YOUR INSTRUCTIONS — Collect each line of the entries that holds the string "junction".

SOURCE RECORDS —
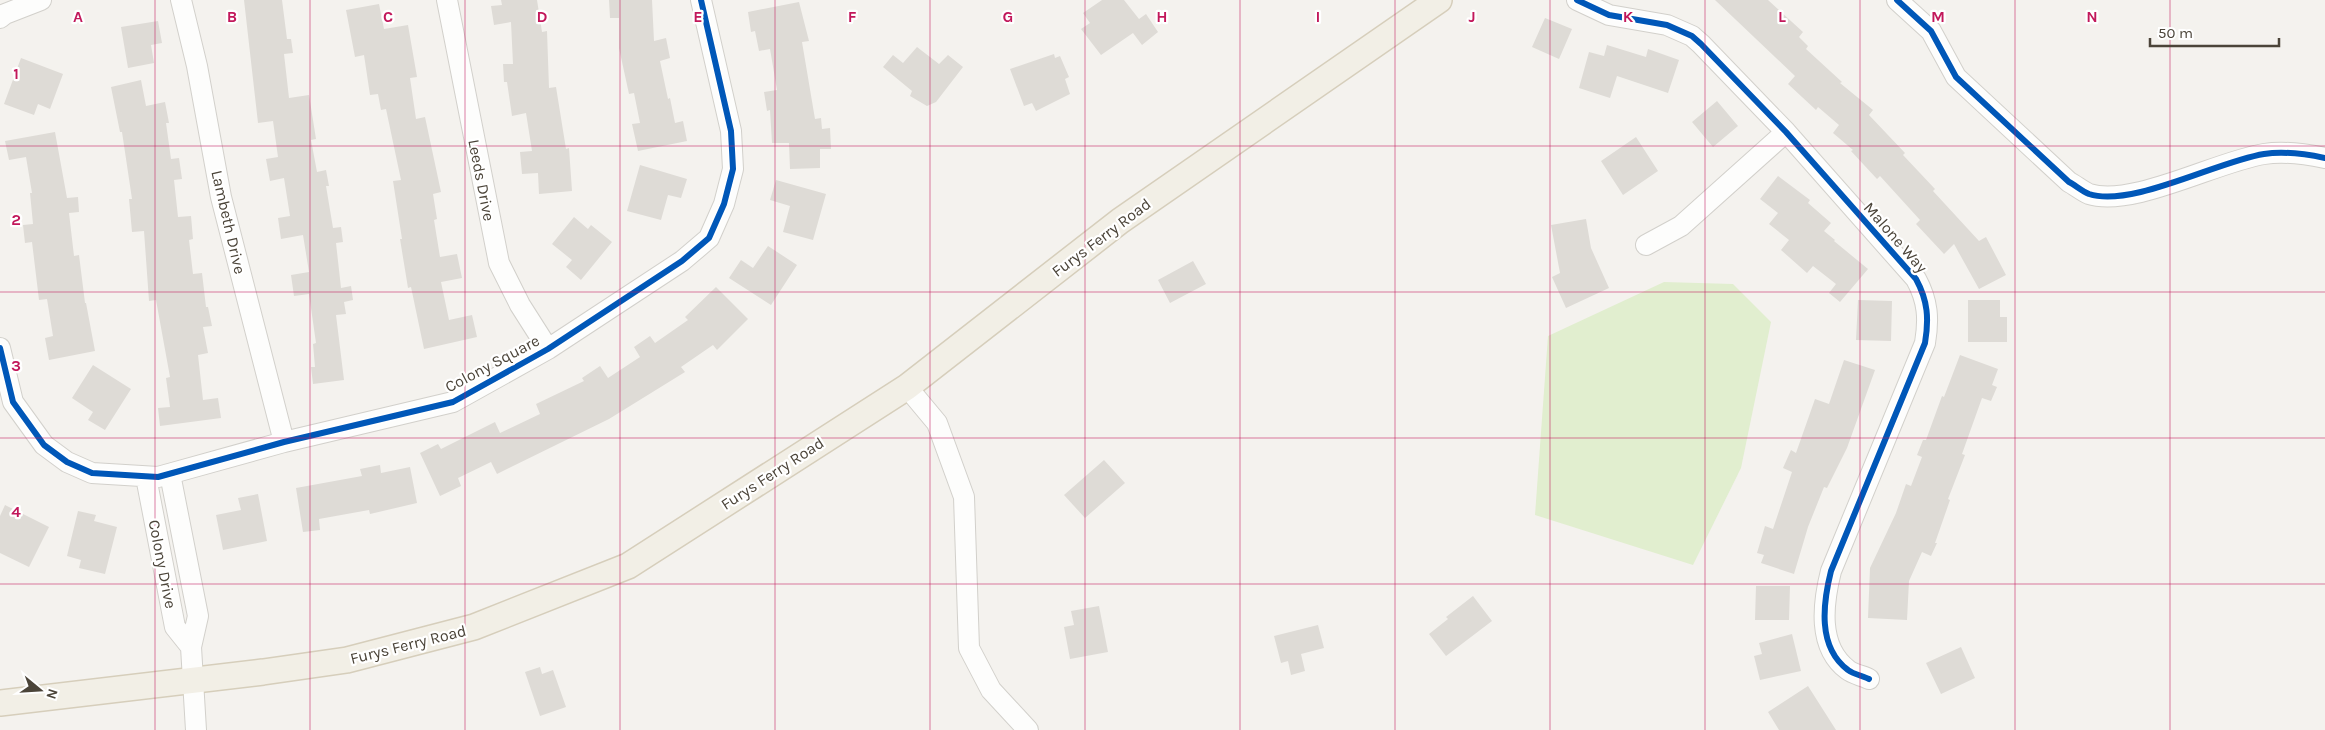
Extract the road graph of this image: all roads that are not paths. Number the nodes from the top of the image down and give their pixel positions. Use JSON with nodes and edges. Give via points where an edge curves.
{"nodes":[{"id":1,"x":41,"y":0,"type":"edge"},
{"id":2,"x":181,"y":0,"type":"edge"},
{"id":3,"x":447,"y":0,"type":"edge"},
{"id":4,"x":700,"y":0,"type":"edge"},
{"id":5,"x":1439,"y":0,"type":"edge"},
{"id":6,"x":1897,"y":0,"type":"edge"},
{"id":7,"x":1582,"y":1,"type":"edge"},
{"id":8,"x":0,"y":18,"type":"edge"},
{"id":9,"x":1786,"y":132,"type":"junction"},
{"id":10,"x":2325,"y":158,"type":"edge"},
{"id":11,"x":1646,"y":245,"type":"dead end"},
{"id":12,"x":0,"y":348,"type":"edge"},
{"id":13,"x":548,"y":349,"type":"junction"},
{"id":14,"x":907,"y":387,"type":"junction"},
{"id":15,"x":284,"y":442,"type":"junction"},
{"id":16,"x":170,"y":474,"type":"junction"},
{"id":17,"x":146,"y":477,"type":"junction"},
{"id":18,"x":190,"y":647,"type":"junction"},
{"id":19,"x":1870,"y":678,"type":"dead end"},
{"id":20,"x":194,"y":679,"type":"junction"},
{"id":21,"x":0,"y":703,"type":"edge"},
{"id":22,"x":196,"y":730,"type":"edge"},
{"id":23,"x":1028,"y":730,"type":"edge"}],
"edges":[{"from":1,"to":8,"type":"street"},
{"from":2,"to":15,"type":"street","name":"Lambeth Drive","via":[[197,66],[221,197]]},
{"from":3,"to":13,"type":"street","name":"Leeds Drive","via":[[498,263]]},
{"from":4,"to":13,"type":"street","name":"Colony Square","via":[[731,131],[733,169],[724,204],[709,238],[682,261]]},
{"from":5,"to":14,"type":"main road","name":"Furys Ferry Road","via":[[1120,221]]},
{"from":6,"to":10,"type":"street","via":[[1931,31],[1956,77],[2069,182],[2089,194],[2108,196],[2138,192],[2264,154]]},
{"from":7,"to":9,"type":"street","name":"Malone Way","via":[[1609,15],[1668,25],[1692,36]]},
{"from":9,"to":11,"type":"street","via":[[1682,226]]},
{"from":9,"to":19,"type":"street","name":"Malone Way","via":[[1916,279],[1927,305],[1925,343],[1831,571],[1826,592],[1824,614],[1831,648],[1848,671]]},
{"from":12,"to":17,"type":"street","name":"Colony Square","via":[[13,402],[44,445],[67,462],[92,473]]},
{"from":13,"to":15,"type":"street","name":"Colony Square","via":[[453,402]]},
{"from":14,"to":20,"type":"main road","name":"Furys Ferry Road","via":[[628,566],[474,627],[347,660]]},
{"from":14,"to":23,"type":"street","via":[[937,423],[964,496],[969,648],[991,690]]},
{"from":15,"to":16,"type":"street","name":"Colony Square"},
{"from":16,"to":17,"type":"street","name":"Colony Square"},
{"from":16,"to":18,"type":"street","name":"Colony Drive","via":[[198,616]]},
{"from":17,"to":18,"type":"street","name":"Colony Drive","via":[[175,628]]},
{"from":18,"to":20,"type":"street","name":"Colony Drive"},
{"from":20,"to":21,"type":"main road","name":"Furys Ferry Road"},
{"from":20,"to":22,"type":"street","name":"Colony Drive"}]}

THE ANSWER —
{"id":9,"x":1786,"y":132,"type":"junction"},
{"id":13,"x":548,"y":349,"type":"junction"},
{"id":14,"x":907,"y":387,"type":"junction"},
{"id":15,"x":284,"y":442,"type":"junction"},
{"id":16,"x":170,"y":474,"type":"junction"},
{"id":17,"x":146,"y":477,"type":"junction"},
{"id":18,"x":190,"y":647,"type":"junction"},
{"id":20,"x":194,"y":679,"type":"junction"},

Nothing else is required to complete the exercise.